NEW YORK — The US Food and Drug Administration last week granted Emergency Use Authorization for a SARS-CoV-2 molecular test developed by Helix.
The test is authorized for the qualitative detection of nucleic acid from SARS-CoV-2 in anterior nasal swab specimens that are self-collected without supervision using the Helix COVID-19 Self-Collection Kit by individuals 18 or older who are suspected of having COVID-19 by a healthcare provider.
Testing is limited to Helix's CLIA-certified laboratories in San Diego, the FDA said.

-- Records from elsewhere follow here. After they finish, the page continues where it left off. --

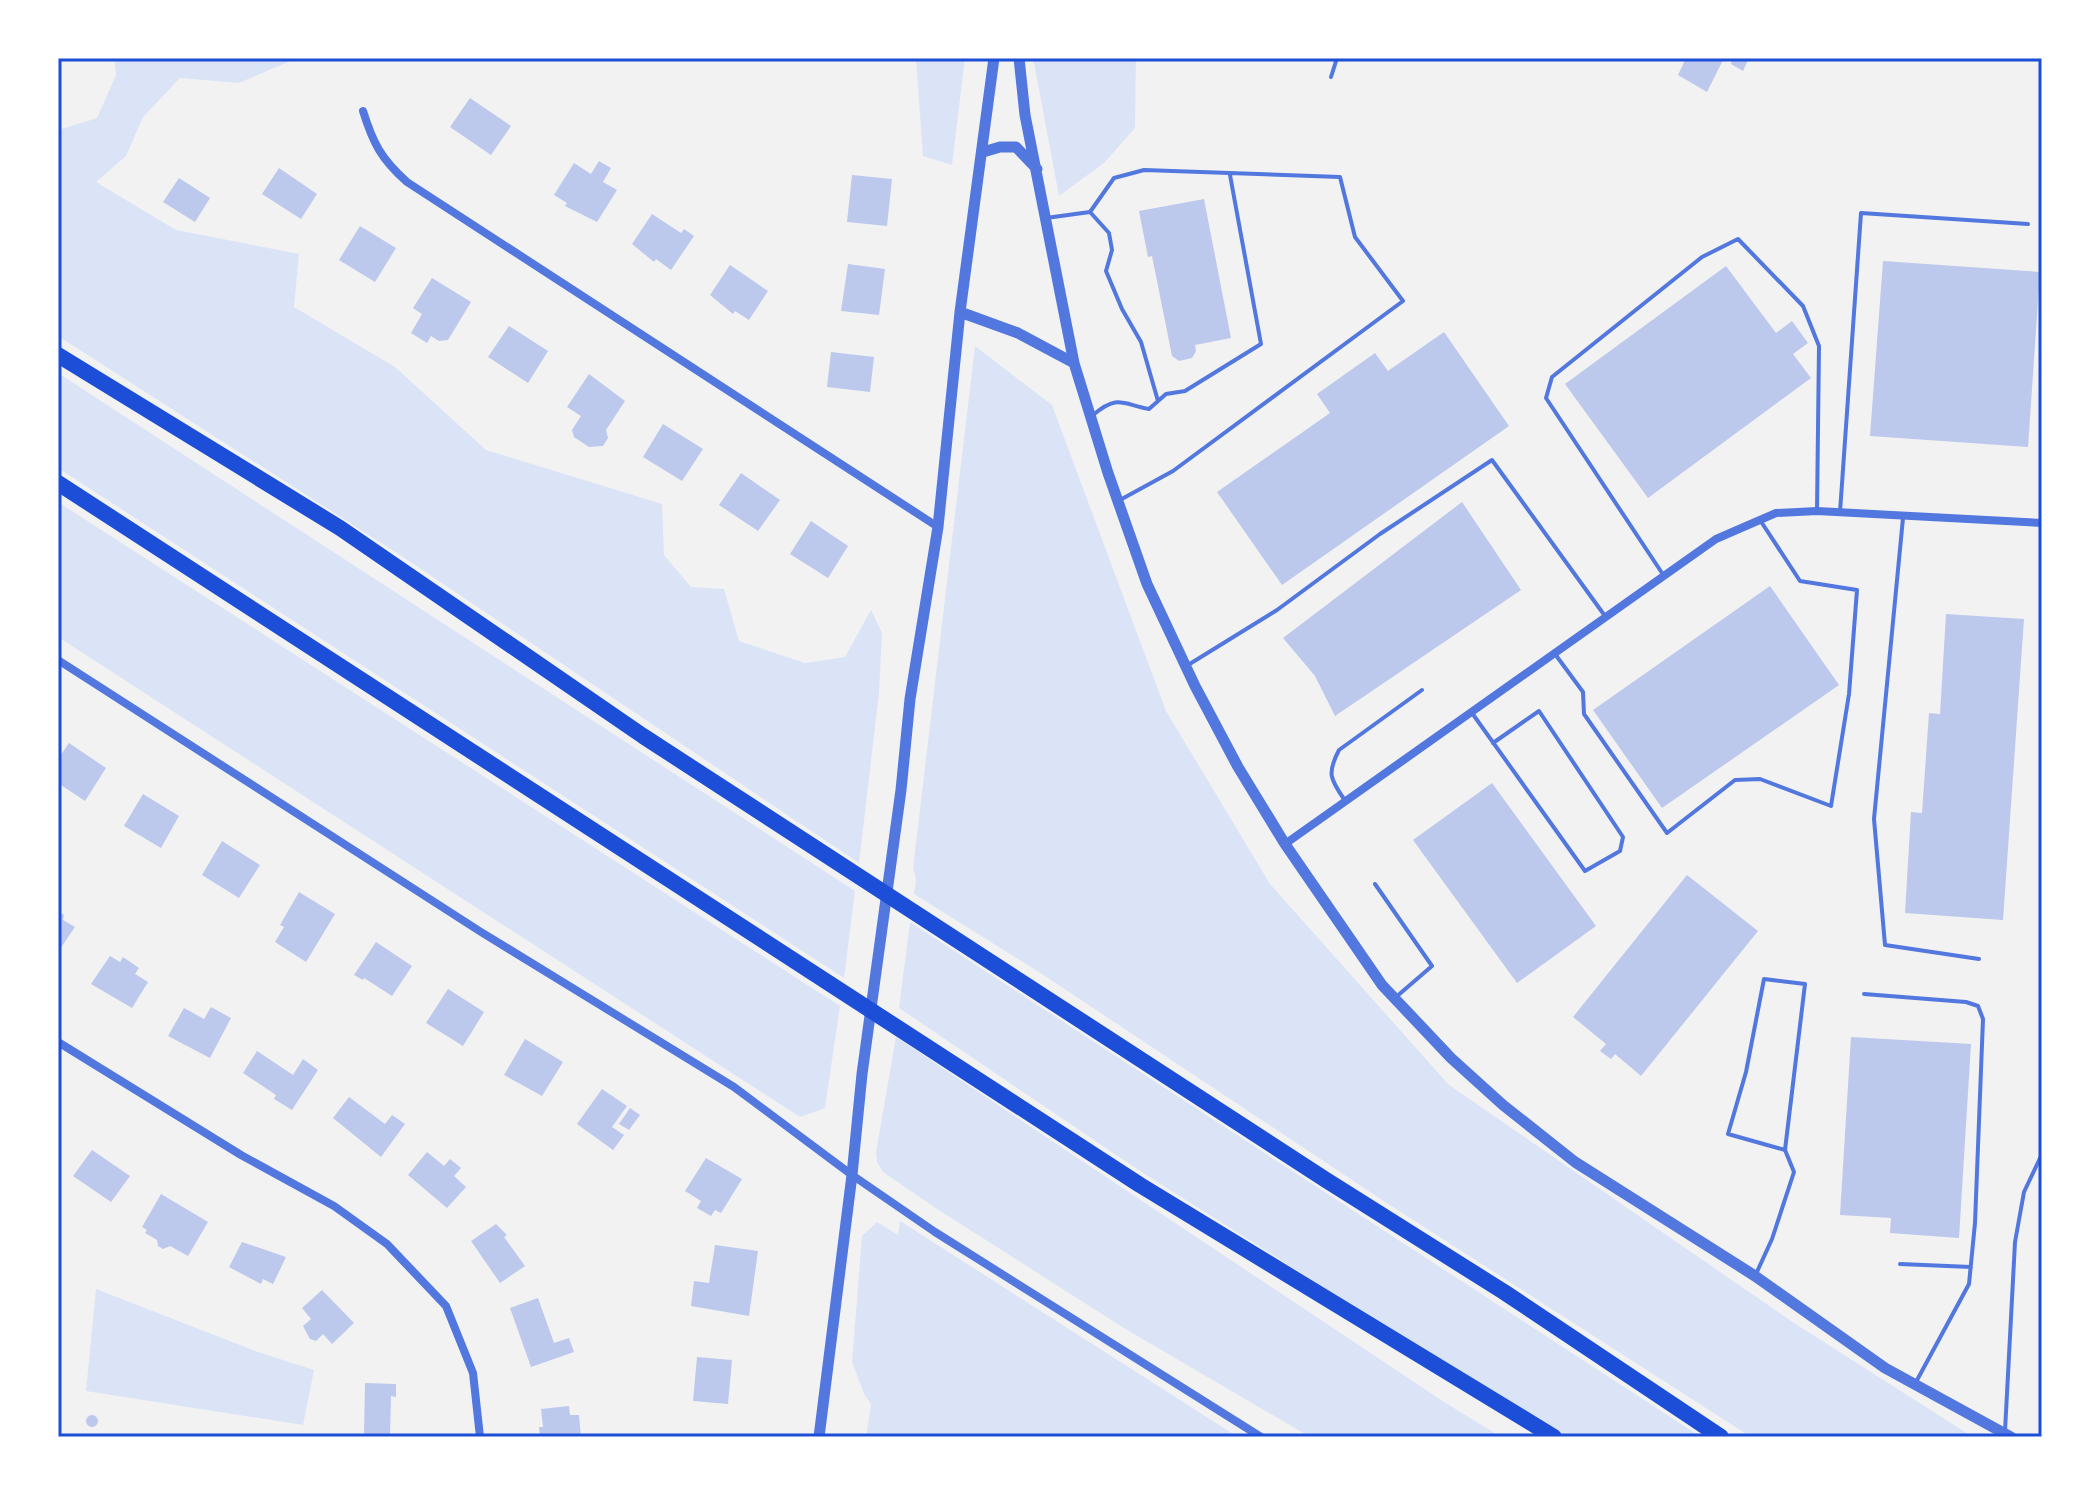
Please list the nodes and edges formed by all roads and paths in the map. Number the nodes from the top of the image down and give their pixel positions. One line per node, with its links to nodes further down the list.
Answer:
1 (994, 58): 6 (street)
2 (1019, 58): 7 (street)
3 (1337, 58): 4 (lane)
4 (1331, 77)
5 (363, 111): 24 (street)
6 (983, 152): 7 (street); 12 (street)
7 (1037, 169): 10 (street)
8 (1230, 175): 9 (lane); 15 (lane); 18 (lane)
9 (1090, 212): 10 (lane); 15 (lane)
10 (1045, 218): 14 (street)
11 (2028, 224): 20 (lane)
12 (960, 312): 14 (street); 24 (street)
13 (58, 355): 52 (highway)
14 (1074, 363): 16 (street)
15 (1158, 401): 16 (lane)
16 (1090, 417): 18 (street)
17 (58, 483): 51 (highway)
18 (1117, 501): 29 (street)
19 (1817, 511): 20 (street); 22 (street); 25 (lane)
20 (1840, 512): 21 (street)
21 (1903, 515): 23 (street); 36 (lane)
22 (1760, 520): 25 (street); 27 (lane)
23 (2042, 523)
24 (938, 527): 42 (street)
25 (1665, 576): 26 (street)
26 (1607, 618): 27 (street); 29 (lane)
27 (1555, 654): 31 (street)
28 (58, 660): 42 (street)
29 (1185, 666): 34 (street)
30 (1422, 690): 33 (lane)
31 (1472, 713): 32 (lane); 33 (street)
32 (1493, 743): 32 (lane)
33 (1346, 802): 34 (street)
34 (1285, 844): 38 (street)
35 (1375, 884): 38 (lane)
36 (1979, 959)
37 (1864, 994): 44 (lane)
38 (1395, 998): 45 (street)
39 (58, 1042): 48 (street)
40 (1785, 1150): 40 (lane); 45 (lane)
41 (2042, 1154): 47 (lane)
42 (852, 1175): 49 (street); 50 (street)
43 (1900, 1264): 44 (lane)
44 (1971, 1267): 46 (lane)
45 (1755, 1276): 46 (street)
46 (1915, 1384): 47 (street)
47 (2008, 1435)
48 (480, 1437)
49 (819, 1437)
50 (1261, 1437)
51 (1554, 1437)
52 (1721, 1437)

SARS-CoV-2 nucleic acid is first extracted, isolated, and purified from anterior nasal swab specimens, and then the purified nucleic acid is reverse transcribed into cDNA followed by PCR amplification and detection using an authorized RT-PCR instrument.
The Helix COVID-19 Self-Collection Kit provides specimen collection and storage materials as well as materials for the user to drop off the sample at a designated location for shipment to the testing laboratory.
In July 2020, San Mateo, California-based Helix obtained FDA EUA for its COVID-19 Test that detects the SARS-CoV-2 nucleocapsid, ORF1ab, and spike protein genes in upper respiratory specimens, and in August 2020, it obtained FDA EUA for a next-generation sequencing-based COVID-19 test.